All through December, I’m preaching on “The Birth of the King.” It’s a Christmas series from the Gospel of Mark, focusing far more on the cross than the cradle. I know in my heart, “the sweet baby in the manger is the mangled man on the cross,” but putting it together in an image this week proved to be difficult and disturbing.
The image I was working with was an idyllic manger picture of a baby surrounded by white blankets and hay.
But the text, on the other hand . . .
The text was one of Jesus’ three predictions of his death from the Gospel of Mark. It’s an honest and painful explanation of what lay ahead as he prepared to enter Jerusalem.
Taking the twelve again, he began to tell them what was to happen to him, saying, “See, we are going up to Jerusalem, and the Son of Man will be delivered over to the chief priests and the scribes, and they will condemn him to death and deliver him over to the Gentiles. And they will mock him and spit on him, and flog him and kill him. And after three days he will rise.”
– Mark 10:32-34
I didn’t want to see it
I didn’t want to see the image of that baby boy next to a passage where that man talks about his soon-coming suffering and death. The juxtaposition of the image on the screen and the image in my mind was too much for me to take. How on earth can we celebrate a birth knowing it leads to such a horrible death?

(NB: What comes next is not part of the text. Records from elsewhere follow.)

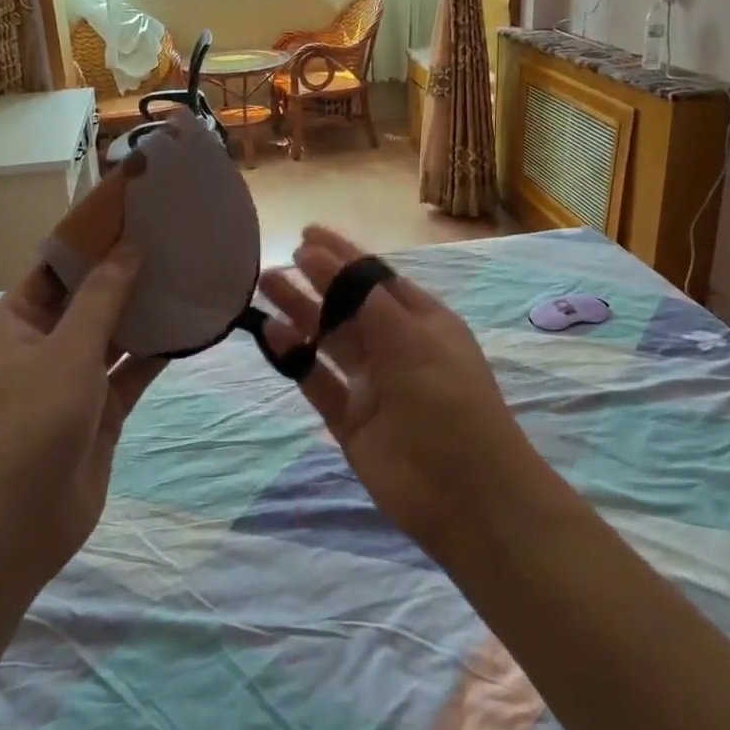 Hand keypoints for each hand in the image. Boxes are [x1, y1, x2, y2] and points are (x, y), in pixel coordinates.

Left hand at [0, 247, 162, 585]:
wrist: (18, 524)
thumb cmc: (31, 423)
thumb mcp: (67, 351)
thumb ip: (103, 298)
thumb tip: (129, 248)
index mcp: (18, 322)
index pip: (57, 266)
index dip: (92, 239)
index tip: (134, 211)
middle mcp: (45, 345)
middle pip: (89, 297)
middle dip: (126, 272)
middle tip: (172, 239)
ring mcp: (74, 380)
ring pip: (115, 334)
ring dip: (145, 311)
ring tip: (187, 275)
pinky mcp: (101, 411)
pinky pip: (132, 371)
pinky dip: (157, 353)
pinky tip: (190, 329)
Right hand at [258, 227, 549, 558]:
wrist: (466, 494)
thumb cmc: (447, 401)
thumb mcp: (413, 338)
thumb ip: (363, 297)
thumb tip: (319, 254)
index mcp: (422, 321)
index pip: (375, 278)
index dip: (342, 255)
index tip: (306, 234)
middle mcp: (396, 347)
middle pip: (347, 305)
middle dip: (314, 282)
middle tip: (275, 262)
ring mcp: (371, 384)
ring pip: (328, 340)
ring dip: (299, 314)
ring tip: (263, 287)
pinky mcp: (350, 419)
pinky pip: (317, 381)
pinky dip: (295, 359)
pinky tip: (272, 335)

And yet, every Sunday, we do celebrate. We began the service that Sunday with some Christmas songs, but they led us to a table where we spoke of a broken body and spilled blood. The cradle and the cross are both parts of Jesus’ crown.
What I finally arrived at was a cover that I could live with. I loved the dual undertones of the word “delivered.” From Mary in the stable to Jesus in the garden, both uses carry connotations that connect and impact in powerful ways.
We sing the song “Ring the Bells” every Christmas at our church. Within the lyrics is the line, “Born to die that man might live.” If Jesus was born to die then that long trip with his disciples through Mark 8, 9, and 10 shows that he was living to die.
Does anyone notice the bulletin covers?
A few weeks ago, I did a funeral service for one of our saints. I was given his Bible to rummage through and find verses he had highlighted and notes he had made. It was humbling to find a few very old bulletins, with notes on the covers. I want to think the images reinforce the messages I preach. I know they did for that man, and I know they often do for me.